Give the entries again exactly, every one of them.

_Available records_:
■ ■ ■ ■ ■ ■ ■

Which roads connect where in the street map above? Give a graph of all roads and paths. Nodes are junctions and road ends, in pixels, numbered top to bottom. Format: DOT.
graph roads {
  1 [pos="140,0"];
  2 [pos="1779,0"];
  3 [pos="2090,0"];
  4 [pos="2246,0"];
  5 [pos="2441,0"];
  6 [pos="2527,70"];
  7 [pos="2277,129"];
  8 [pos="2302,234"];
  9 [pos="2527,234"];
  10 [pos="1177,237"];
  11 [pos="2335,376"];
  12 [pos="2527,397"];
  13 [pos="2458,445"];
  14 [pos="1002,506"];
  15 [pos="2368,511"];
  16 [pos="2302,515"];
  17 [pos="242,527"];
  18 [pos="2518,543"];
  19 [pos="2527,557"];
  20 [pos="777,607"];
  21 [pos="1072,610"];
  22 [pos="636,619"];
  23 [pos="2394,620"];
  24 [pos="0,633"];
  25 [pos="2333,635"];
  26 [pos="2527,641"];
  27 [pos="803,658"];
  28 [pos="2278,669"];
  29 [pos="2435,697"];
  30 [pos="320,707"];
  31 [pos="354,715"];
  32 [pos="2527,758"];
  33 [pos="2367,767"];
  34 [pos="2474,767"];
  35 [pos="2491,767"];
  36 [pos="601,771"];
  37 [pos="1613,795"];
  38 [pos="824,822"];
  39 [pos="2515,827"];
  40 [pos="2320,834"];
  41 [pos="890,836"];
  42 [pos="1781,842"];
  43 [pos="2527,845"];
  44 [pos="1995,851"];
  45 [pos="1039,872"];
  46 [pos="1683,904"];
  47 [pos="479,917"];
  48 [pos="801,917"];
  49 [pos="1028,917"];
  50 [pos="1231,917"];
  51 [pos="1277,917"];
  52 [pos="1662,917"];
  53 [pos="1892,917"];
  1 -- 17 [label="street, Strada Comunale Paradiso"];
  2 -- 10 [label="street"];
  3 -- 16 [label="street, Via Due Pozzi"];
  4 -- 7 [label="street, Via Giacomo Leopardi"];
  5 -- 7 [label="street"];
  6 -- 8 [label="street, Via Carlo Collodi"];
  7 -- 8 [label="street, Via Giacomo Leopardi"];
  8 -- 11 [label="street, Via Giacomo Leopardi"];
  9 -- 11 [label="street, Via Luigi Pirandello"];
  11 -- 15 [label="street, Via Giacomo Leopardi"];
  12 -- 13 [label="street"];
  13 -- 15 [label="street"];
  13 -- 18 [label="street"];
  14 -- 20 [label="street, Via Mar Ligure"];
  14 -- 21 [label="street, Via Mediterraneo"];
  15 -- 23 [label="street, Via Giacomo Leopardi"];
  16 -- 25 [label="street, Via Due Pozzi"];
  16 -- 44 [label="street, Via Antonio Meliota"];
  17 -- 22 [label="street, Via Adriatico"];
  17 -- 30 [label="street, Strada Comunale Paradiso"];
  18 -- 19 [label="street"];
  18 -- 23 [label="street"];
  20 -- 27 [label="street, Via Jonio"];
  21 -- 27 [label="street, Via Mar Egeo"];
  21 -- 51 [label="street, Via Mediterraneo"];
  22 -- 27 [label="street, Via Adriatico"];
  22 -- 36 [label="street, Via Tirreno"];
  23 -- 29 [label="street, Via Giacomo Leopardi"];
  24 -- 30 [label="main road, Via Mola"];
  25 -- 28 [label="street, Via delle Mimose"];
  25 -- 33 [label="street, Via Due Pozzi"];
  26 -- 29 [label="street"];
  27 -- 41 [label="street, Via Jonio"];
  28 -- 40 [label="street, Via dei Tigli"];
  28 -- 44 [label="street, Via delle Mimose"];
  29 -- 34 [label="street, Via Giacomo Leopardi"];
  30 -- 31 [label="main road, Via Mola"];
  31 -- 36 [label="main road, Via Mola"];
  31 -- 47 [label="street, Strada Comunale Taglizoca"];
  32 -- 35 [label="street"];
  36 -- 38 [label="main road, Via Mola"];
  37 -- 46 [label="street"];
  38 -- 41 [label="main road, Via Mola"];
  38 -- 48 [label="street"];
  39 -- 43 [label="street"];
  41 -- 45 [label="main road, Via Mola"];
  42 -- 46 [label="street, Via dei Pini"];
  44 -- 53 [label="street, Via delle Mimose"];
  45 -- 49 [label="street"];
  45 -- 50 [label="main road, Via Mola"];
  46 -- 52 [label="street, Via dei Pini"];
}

■ ■ ■ ■ ■ ■ ■

_Solution to the problem_:
Which roads connect where in the street map above? Give a graph of all roads and paths. Nodes are junctions and road ends, in pixels, numbered top to bottom. Format: DOT.
graph roads {
  1 [pos="140,0"];
  2 [pos="1779,0"];
  3 [pos="2090,0"];
  4 [pos="2246,0"];
  5 [pos="2441,0"];
  6 [pos="2527,70"];
  7 [pos="2277,129"];
  8 [pos="2302,234"];
  9 [pos="2527,234"];
  10 [pos="1177,237"];
  11 [pos="2335,376"];
  12 [pos="2527,397"];
  13 [pos="2458,445"];
  14 [pos="1002,506"];
  15 [pos="2368,511"];
  16 [pos="2302,515"];
  17 [pos="242,527"];
  18 [pos="2518,543"];
  19 [pos="2527,557"];
  20 [pos="777,607"];
  21 [pos="1072,610"];
  22 [pos="636,619"];
  23 [pos="2394,620"];
  24 [pos="0,633"];
  25 [pos="2333,635"];
  26 [pos="2527,641"];
  27 [pos="803,658"];
  28 [pos="2278,669"];
  29 [pos="2435,697"];
  30 [pos="320,707"];
  31 [pos="354,715"];
  32 [pos="2527,758"];
  33 [pos="2367,767"];
  34 [pos="2474,767"];
  35 [pos="2491,767"];
  36 [pos="601,771"];
  37 [pos="1613,795"];
  38 [pos="824,822"];
  39 [pos="2515,827"];
  40 [pos="2320,834"];
  41 [pos="890,836"];
  42 [pos="1781,842"];
  43 [pos="2527,845"];
  44 [pos="1995,851"];
  45 [pos="1039,872"];
  46 [pos="1683,904"];
  47 [pos="479,917"];
  48 [pos="801,917"];
  49 [pos="1028,917"];
  50 [pos="1231,917"];
  51 [pos="1277,917"];
  52 [pos="1662,917"];
  53 [pos="1892,917"];
  1 -- 17 [label="street, Strada Comunale Paradiso"];
  2 -- 10 [label="street"];
  3 -- 16 [label="street, Via Due Pozzi"];
  4 -- 7 [label="street, Via Giacomo Leopardi"];
  5 -- 7 [label="street"];
  6 -- 8 [label="street, Via Carlo Collodi"];
  7 -- 8 [label="street, Via Giacomo Leopardi"];
  8 -- 11 [label="street, Via Giacomo Leopardi"];
  9 -- 11 [label="street, Via Luigi Pirandello"];
  11 -- 15 [label="street, Via Giacomo Leopardi"];
  12 -- 13 [label="street"];
  13 -- 15 [label="street"];
  13 -- 18 [label="street"];
  14 -- 20 [label="street, Via Mar Ligure"];
  14 -- 21 [label="street, Via Mediterraneo"];
  15 -- 23 [label="street, Via Giacomo Leopardi"];
  16 -- 25 [label="street, Via Due Pozzi"];
  16 -- 44 [label="street, Via Antonio Meliota"];
  17 -- 22 [label="street, Via Adriatico"];
  17 -- 30 [label="street, Strada Comunale Paradiso"];
  18 -- 19 [label="street"];
  18 -- 23 [label="street"];
  20 -- 27 [label="street, Via Jonio"];
  21 -- 27 [label="street, Via Mar Egeo"];
  21 -- 51 [label="street, Via Mediterraneo"];
  22 -- 27 [label="street, Via Adriatico"];
  22 -- 36 [label="street, Via Tirreno"];
  23 -- 29 [label="street, Via Giacomo Leopardi"];
  24 -- 30 [label="main road, Via Mola"];
  25 -- 28 [label="street, Via delle Mimose"];
  25 -- 33 [label="street, Via Due Pozzi"];
  26 -- 29 [label="street"];
  27 -- 41 [label="street, Via Jonio"];
  28 -- 40 [label="street, Via dei Tigli"];
  28 -- 44 [label="street, Via delle Mimose"];
  29 -- 34 [label="street, Via Giacomo Leopardi"];
  30 -- 31 [label="main road, Via Mola"];
  31 -- 36 [label="main road, Via Mola"];
  31 -- 47 [label="street, Strada Comunale Taglizoca"];
  32 -- 35 [label="street"];
  36 -- 38 [label="main road, Via Mola"];
  37 -- 46 [label="street"];
  38 -- 41 [label="main road, Via Mola"];
  38 -- 48 [label="street"];
  39 -- 43 [label="street"];
  41 -- 45 [label="main road, Via Mola"];
  42 -- 46 [label="street, Via dei Pini"];
  44 -- 53 [label="street, Via delle Mimose"];
  45 -- 49 [label="street"];
  45 -- 50 [label="main road, Via Mola"];
  46 -- 52 [label="street, Via dei Pini"];
}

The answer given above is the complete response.